🍎Van🥀

304 18 12
                                    


The study was dark, the curtains drawn on late afternoon or early evening.

I wasn't sure.

I wasn't sure of anything anymore. Only that Jake was dead. Ruby was dead. And I hadn't seen Isabelle for several days.

Those were the three things I knew. Those, along with one suspicion, were all that was on my mind.

The suspicion, that I was losing control, losing my mind, was fluctuating in certainty by the second.

With every whiskey I'd knocked back the notion had intensified and washed away, and every time I felt myself growing certain that I was, losing my mind that is, I knocked back another drink and let the thought wash away.

But it didn't work. It wasn't working.

The out of control world I'd wound up in was a relentless truth and one which couldn't simply be washed away with JD.

All the alcohol was really working on was the ache in my chest. The dull ache of heartbreak. Like a bruised rib. The swollen soreness which soared in me everytime I remembered Izzys face, the last time I had seen her. Puffy eyed, red cheeks, sad and swollen features. The sad swollen features of a girl I'd let down. A girl who wouldn't look at me the same, with love and understanding, ever again.

A girl who I had hurt, who I had wounded. Who wouldn't trust me now or tomorrow or ever. A girl who looked at me and saw only a monster.

I wouldn't ever see her the way I once had, full of sweetness and light, ever again. Because she wouldn't look that way when in my presence now. She would only ever look like a girl harbouring disgust and horror, betrayal and a sadness so pure it spilled from her in every moment.

And she would look that way because of me.

This I was certain of because she had fled every room I had entered since the morning she'd found out about Jakes death. And all the times she'd not been able to leave she had shrunk into her brothers side, hidden away from me by burying her face in his neck or his shirt, pulling his jacket around her so that he would chuckle and remind her she wasn't as small as she used to be, that thst didn't work anymore.

She hated me, I could tell because she tried her best not to look at me now and when she did it was with more fear than she'd ever looked at me before.

I'd lost her, just as suddenly and as easily as Larry had warned me. I shouldn't have been shocked but somehow I was, and this was all I could do to numb the pain.

The light of my life, the most precious thing I had, my soul, snatched away from me and why? My own stupid decisions. Things I should have thought through but hadn't made the time.

So she was gone and the life we all knew was burning, turning to ash all around me. And I couldn't think, couldn't see straight, couldn't stand the self loathing and the pain which had overwhelmed me since I'd realised. She was gone.

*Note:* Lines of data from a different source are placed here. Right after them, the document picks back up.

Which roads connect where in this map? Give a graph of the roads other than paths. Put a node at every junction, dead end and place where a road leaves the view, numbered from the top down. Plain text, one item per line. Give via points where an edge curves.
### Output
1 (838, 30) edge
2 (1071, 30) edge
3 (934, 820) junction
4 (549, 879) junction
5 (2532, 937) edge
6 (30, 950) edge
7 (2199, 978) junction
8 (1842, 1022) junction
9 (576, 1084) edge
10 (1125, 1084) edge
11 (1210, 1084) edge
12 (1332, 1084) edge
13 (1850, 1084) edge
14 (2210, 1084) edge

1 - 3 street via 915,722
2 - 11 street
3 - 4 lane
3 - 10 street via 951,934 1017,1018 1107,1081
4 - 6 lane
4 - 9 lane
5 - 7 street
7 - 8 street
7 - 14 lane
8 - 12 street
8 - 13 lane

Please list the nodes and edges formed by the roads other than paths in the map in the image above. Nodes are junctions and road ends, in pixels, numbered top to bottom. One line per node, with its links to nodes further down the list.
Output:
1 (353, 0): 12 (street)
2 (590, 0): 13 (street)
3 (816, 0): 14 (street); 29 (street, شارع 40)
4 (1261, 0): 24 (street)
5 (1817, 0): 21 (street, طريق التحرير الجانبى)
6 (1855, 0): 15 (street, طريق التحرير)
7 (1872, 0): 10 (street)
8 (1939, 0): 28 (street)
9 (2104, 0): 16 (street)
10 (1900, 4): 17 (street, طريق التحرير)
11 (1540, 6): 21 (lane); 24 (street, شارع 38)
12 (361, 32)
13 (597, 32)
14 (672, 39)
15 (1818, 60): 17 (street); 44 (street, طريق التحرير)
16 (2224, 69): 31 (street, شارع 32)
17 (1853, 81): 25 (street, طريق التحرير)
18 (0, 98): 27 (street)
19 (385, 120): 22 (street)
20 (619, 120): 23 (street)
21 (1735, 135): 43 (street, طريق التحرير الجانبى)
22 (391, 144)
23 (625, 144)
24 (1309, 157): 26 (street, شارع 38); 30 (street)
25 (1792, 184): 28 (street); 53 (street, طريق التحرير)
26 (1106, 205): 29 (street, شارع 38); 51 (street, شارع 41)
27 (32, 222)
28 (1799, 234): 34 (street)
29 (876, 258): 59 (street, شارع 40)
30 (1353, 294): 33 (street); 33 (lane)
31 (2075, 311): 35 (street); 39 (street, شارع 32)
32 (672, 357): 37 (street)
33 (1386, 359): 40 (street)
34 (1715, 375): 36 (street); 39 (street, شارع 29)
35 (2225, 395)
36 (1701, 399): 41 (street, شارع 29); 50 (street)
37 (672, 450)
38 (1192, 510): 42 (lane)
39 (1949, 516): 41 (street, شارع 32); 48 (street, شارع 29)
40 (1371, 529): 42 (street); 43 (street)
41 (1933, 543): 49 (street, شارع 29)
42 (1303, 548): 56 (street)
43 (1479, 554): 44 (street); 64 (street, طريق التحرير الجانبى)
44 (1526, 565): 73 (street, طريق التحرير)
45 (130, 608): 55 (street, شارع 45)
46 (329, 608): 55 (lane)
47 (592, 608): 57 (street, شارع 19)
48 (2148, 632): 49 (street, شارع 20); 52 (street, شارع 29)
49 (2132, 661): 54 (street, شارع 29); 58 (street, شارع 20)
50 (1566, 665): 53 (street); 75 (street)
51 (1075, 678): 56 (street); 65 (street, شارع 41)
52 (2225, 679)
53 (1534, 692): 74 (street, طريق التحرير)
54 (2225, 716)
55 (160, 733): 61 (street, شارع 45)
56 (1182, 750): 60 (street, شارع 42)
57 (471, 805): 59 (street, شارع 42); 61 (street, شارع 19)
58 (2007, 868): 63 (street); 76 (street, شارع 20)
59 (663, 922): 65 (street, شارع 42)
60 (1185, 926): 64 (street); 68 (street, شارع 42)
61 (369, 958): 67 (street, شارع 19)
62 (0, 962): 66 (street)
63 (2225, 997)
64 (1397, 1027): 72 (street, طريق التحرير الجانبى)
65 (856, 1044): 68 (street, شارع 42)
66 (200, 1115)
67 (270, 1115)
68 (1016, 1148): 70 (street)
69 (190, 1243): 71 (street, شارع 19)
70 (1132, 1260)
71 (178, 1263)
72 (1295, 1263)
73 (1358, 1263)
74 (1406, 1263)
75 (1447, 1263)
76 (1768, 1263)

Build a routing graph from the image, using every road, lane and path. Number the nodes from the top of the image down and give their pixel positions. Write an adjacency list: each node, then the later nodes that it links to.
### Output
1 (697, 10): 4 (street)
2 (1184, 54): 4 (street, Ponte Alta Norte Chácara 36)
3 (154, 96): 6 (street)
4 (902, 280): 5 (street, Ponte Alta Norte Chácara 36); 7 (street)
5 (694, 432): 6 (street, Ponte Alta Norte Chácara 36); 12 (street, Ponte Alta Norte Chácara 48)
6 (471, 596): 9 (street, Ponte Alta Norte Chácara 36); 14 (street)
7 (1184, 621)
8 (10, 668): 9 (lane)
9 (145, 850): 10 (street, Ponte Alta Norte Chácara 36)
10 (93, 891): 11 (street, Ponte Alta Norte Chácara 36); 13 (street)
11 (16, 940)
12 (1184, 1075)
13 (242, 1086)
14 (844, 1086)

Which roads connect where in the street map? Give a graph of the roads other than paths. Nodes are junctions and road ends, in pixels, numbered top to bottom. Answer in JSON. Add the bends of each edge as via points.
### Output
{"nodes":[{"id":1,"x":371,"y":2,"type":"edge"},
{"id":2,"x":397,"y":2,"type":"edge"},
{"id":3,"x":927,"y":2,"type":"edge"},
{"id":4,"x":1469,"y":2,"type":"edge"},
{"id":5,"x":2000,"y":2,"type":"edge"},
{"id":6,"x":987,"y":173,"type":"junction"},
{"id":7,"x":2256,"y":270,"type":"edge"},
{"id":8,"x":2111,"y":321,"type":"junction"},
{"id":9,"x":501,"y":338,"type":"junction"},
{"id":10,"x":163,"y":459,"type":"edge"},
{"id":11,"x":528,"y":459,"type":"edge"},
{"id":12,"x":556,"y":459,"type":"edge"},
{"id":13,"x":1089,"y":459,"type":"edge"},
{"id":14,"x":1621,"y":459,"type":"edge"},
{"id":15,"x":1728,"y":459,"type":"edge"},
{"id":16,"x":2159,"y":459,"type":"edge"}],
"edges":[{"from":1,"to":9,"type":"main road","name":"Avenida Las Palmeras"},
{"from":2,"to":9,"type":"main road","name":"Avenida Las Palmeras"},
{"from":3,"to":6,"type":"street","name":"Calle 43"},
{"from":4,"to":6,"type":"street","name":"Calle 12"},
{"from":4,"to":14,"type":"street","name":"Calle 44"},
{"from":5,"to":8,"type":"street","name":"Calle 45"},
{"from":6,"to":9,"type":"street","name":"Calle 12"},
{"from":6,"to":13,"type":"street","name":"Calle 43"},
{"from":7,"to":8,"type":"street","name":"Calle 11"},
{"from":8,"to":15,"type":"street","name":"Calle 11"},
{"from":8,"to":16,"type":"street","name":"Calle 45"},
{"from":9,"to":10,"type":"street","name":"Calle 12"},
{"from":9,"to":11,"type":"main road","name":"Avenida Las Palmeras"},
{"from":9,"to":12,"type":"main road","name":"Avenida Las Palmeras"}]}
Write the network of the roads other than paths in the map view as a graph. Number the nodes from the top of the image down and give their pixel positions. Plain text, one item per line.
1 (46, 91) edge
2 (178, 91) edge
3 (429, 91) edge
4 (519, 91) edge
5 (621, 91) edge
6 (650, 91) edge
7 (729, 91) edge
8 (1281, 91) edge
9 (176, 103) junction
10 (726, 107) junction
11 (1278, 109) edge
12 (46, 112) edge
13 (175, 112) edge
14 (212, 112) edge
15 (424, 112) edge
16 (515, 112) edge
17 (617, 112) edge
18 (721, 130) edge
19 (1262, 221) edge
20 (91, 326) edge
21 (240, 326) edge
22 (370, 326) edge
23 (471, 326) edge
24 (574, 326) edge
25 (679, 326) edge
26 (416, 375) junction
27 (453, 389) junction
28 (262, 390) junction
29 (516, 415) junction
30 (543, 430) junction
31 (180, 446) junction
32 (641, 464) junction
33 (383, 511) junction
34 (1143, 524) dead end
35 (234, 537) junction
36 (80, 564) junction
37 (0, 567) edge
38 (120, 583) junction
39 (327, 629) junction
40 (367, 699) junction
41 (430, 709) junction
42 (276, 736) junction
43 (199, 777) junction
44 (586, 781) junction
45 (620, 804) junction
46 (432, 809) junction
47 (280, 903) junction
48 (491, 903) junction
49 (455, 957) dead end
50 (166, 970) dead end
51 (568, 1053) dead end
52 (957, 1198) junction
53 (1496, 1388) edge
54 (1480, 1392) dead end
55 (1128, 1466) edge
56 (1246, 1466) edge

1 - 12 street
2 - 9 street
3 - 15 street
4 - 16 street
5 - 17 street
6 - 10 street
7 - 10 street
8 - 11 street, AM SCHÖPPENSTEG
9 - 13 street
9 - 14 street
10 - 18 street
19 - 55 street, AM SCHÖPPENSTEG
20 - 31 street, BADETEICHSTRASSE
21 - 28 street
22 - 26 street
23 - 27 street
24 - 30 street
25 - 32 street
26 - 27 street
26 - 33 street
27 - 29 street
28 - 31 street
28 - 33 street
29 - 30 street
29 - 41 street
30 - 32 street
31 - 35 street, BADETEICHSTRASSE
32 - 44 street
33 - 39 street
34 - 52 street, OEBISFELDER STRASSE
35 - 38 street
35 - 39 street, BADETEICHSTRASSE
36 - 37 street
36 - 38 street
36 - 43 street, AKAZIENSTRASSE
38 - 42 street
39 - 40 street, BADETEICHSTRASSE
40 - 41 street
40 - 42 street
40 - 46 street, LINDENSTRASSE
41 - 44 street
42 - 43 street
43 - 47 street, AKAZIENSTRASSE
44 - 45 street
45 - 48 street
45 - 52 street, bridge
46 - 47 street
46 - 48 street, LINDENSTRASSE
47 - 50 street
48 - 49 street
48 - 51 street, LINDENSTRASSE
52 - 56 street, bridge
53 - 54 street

The rest paled in comparison to her. She was all Id ever thought I could save. Everyone else already scarred, izzy had been the only pure thing left in our lives. She'd been the one I was really fighting for and now, what? She was tarnished with grief just as the rest of us had been, she had seen death and all his dark twisted friends.

And worse, she had seen worse than that in me.

I poured myself another glass. Hoped the dark would creep up and consume me. Hoped the hopelessness would fade and the insencent buzzing in my mind would settle long enough to let me think. For long enough to let me think of a better plan. A method of winning this war which felt now like it couldn't be won but which had to be.